◆ **Assigned task**:
Below are records; give the number of their lines that hold the word "nodes", and write nothing more.

◆ **Dataset entries**:
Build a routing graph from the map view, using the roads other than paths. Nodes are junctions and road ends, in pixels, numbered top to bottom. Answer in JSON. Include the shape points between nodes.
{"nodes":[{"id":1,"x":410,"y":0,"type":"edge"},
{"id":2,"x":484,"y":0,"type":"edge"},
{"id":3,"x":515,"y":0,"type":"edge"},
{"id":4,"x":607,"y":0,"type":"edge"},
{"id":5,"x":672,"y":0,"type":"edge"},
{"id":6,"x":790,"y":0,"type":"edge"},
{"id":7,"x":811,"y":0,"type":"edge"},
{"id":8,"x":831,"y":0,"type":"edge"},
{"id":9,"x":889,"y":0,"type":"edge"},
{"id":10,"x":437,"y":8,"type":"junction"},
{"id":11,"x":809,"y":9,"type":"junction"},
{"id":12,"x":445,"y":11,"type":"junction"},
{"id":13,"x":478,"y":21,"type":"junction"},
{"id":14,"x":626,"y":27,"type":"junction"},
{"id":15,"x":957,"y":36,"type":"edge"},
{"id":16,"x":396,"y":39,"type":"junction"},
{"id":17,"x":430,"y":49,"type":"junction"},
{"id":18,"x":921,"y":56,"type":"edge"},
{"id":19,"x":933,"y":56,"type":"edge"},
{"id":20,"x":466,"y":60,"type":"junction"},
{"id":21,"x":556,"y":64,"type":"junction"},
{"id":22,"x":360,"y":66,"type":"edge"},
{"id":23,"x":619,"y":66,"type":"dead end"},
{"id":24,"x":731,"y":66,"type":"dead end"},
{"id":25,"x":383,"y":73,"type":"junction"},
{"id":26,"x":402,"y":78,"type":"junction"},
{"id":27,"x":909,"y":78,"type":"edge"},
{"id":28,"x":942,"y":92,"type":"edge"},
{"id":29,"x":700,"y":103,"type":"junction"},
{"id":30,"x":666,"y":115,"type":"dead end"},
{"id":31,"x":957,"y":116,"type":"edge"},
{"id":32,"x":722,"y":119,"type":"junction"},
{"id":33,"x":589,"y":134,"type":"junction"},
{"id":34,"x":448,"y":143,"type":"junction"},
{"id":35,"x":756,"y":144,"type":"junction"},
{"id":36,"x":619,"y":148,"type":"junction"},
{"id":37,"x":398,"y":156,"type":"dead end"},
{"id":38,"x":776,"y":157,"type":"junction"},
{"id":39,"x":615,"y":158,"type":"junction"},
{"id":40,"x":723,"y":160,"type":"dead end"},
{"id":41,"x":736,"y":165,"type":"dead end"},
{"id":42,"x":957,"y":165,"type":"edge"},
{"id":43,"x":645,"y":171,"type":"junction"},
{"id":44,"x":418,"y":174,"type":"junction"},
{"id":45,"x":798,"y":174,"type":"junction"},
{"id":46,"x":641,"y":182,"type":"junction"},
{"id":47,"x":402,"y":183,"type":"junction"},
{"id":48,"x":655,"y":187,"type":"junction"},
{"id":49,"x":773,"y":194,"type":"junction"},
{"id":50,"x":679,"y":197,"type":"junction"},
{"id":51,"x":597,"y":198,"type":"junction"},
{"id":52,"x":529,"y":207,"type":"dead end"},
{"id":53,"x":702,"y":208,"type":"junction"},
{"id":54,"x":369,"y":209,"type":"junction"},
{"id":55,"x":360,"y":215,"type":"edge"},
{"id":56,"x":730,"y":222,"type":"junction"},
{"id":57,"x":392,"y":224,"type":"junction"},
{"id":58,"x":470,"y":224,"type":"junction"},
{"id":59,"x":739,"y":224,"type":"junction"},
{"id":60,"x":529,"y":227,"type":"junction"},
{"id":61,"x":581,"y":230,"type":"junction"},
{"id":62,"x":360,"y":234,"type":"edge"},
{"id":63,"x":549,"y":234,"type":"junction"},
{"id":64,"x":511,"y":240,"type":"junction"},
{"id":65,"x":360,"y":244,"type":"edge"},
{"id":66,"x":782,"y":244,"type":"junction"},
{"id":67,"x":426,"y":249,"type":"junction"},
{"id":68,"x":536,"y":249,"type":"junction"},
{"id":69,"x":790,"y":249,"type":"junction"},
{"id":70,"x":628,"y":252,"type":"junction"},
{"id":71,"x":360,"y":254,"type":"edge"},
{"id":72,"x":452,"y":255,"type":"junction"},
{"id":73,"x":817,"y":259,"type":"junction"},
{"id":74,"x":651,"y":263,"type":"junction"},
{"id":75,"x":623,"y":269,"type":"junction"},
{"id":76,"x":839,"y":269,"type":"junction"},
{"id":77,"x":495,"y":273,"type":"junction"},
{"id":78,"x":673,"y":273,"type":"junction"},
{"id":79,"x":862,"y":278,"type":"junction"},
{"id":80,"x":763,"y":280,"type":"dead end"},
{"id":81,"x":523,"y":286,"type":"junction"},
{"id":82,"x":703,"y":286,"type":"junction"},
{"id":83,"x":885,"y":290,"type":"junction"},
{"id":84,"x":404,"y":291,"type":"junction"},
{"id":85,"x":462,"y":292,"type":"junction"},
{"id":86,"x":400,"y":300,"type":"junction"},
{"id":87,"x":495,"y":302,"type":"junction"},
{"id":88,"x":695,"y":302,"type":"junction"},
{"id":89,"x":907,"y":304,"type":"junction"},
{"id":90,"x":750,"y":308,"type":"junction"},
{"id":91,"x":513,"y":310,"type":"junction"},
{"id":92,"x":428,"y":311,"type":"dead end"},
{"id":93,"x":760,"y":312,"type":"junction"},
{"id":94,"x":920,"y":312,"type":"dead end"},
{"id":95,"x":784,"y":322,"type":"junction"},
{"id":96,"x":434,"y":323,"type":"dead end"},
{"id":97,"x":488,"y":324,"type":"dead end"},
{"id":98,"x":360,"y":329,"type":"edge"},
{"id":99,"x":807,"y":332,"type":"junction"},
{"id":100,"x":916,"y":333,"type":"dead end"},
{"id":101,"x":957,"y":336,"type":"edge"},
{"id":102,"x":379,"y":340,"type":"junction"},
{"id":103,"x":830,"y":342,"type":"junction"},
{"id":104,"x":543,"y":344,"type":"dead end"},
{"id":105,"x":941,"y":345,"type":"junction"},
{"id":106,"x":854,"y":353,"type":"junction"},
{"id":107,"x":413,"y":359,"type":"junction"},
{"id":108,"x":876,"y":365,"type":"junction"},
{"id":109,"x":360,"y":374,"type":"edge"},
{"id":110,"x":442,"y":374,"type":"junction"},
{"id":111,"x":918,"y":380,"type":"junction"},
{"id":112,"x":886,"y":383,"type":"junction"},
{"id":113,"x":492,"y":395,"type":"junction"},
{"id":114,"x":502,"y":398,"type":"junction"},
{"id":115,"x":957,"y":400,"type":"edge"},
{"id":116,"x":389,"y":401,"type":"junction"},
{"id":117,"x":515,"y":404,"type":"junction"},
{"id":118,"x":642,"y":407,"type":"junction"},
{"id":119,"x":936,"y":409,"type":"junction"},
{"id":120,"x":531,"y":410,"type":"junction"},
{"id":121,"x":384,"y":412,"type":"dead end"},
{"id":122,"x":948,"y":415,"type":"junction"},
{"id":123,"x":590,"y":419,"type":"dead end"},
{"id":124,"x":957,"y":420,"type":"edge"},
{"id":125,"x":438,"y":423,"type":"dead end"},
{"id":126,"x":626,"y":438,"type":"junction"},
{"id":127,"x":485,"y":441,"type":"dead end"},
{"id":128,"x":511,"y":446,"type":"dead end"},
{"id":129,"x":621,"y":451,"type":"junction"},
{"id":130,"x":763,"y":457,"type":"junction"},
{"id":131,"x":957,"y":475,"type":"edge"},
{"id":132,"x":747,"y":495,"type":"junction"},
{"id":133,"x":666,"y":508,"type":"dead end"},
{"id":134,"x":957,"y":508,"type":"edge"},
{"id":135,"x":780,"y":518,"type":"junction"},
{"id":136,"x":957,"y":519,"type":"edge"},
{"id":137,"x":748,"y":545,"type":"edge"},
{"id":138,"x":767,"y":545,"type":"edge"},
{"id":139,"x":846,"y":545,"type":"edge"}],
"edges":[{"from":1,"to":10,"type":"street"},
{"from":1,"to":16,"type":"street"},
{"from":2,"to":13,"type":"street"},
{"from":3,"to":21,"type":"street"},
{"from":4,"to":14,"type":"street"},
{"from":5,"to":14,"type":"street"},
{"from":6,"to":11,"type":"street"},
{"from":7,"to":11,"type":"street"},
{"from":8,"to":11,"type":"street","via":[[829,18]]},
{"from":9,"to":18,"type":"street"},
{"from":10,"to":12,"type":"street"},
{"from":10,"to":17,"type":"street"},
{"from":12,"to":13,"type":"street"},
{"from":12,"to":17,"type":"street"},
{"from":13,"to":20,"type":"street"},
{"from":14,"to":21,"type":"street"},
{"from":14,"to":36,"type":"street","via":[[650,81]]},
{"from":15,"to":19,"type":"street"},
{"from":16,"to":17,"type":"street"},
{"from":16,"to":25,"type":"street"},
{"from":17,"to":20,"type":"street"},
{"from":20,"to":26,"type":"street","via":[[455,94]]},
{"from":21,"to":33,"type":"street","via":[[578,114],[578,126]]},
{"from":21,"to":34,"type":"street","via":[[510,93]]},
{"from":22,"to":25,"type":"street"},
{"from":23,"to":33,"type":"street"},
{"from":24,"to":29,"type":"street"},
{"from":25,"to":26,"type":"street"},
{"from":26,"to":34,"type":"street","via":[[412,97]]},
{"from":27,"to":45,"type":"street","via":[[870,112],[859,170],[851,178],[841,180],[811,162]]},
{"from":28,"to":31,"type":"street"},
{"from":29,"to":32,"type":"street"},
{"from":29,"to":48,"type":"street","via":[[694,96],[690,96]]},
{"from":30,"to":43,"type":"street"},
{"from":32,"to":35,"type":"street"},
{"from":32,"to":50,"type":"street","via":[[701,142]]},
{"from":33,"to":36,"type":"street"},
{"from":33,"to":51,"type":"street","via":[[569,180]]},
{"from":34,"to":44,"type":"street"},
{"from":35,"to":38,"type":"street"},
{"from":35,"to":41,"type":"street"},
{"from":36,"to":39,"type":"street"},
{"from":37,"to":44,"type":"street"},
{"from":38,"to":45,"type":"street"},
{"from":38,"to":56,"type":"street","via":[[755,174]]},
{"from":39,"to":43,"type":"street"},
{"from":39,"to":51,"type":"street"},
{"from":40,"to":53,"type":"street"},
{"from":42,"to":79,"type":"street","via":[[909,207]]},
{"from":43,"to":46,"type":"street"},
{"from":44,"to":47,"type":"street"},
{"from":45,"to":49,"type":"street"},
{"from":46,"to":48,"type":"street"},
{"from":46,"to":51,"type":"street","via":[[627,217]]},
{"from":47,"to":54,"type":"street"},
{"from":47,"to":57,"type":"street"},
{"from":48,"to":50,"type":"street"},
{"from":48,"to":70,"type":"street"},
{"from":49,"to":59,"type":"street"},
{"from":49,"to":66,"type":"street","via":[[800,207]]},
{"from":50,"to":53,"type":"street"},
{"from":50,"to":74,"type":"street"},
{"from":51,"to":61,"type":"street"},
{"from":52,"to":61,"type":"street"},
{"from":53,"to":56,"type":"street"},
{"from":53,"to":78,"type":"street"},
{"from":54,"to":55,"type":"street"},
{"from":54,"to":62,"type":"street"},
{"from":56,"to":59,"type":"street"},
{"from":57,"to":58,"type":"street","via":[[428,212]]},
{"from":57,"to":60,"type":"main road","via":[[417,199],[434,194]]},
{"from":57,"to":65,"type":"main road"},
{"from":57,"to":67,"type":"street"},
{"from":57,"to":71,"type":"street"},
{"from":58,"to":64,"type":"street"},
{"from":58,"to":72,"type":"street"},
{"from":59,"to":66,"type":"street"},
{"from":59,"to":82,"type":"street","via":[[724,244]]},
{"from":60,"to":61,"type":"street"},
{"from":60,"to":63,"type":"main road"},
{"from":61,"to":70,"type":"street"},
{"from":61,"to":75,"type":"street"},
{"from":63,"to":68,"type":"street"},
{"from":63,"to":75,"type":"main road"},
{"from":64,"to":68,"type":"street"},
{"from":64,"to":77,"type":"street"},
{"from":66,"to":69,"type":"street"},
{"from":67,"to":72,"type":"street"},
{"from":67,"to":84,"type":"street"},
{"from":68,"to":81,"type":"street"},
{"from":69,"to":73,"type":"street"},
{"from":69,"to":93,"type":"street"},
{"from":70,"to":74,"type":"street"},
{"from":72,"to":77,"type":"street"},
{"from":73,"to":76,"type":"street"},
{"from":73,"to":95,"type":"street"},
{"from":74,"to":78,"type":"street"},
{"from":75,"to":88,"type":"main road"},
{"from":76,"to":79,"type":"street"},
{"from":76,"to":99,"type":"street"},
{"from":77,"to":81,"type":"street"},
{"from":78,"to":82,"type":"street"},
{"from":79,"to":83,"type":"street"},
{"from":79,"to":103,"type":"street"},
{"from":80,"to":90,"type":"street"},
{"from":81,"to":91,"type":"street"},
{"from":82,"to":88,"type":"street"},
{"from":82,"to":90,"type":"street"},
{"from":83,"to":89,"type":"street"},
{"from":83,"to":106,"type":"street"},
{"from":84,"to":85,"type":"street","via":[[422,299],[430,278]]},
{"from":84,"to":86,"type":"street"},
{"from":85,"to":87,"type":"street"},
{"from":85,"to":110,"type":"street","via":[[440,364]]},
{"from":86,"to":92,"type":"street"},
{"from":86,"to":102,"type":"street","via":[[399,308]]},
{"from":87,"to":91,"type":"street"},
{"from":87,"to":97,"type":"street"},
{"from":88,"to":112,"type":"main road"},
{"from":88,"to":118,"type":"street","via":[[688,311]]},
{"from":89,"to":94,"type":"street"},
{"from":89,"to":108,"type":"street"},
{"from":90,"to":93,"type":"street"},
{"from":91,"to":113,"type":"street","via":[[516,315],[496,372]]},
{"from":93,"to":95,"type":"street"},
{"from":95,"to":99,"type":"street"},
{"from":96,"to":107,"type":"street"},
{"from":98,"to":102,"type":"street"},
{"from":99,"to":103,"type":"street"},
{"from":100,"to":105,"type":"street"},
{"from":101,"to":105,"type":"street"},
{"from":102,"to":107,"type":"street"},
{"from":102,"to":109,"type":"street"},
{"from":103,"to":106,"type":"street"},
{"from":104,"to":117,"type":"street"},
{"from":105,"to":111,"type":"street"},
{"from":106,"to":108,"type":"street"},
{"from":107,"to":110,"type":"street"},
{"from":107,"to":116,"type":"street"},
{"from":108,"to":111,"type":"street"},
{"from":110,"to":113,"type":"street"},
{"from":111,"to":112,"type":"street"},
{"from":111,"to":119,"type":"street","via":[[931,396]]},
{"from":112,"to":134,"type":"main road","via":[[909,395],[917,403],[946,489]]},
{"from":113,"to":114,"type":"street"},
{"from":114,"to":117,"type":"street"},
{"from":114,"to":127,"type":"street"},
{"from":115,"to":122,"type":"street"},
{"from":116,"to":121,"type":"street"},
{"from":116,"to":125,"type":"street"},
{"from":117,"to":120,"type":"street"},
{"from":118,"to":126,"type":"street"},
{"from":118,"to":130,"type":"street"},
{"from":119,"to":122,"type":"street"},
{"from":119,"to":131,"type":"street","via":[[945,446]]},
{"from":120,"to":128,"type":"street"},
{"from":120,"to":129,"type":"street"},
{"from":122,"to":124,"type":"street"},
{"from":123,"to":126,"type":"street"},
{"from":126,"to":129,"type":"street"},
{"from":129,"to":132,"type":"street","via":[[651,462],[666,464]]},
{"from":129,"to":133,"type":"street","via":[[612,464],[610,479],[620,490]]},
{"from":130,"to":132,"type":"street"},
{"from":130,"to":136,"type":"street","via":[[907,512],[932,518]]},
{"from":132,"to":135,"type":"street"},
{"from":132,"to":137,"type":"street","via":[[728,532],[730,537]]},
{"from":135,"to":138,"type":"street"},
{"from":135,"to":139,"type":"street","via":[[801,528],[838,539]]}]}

◆ **Solution to the problem**:
2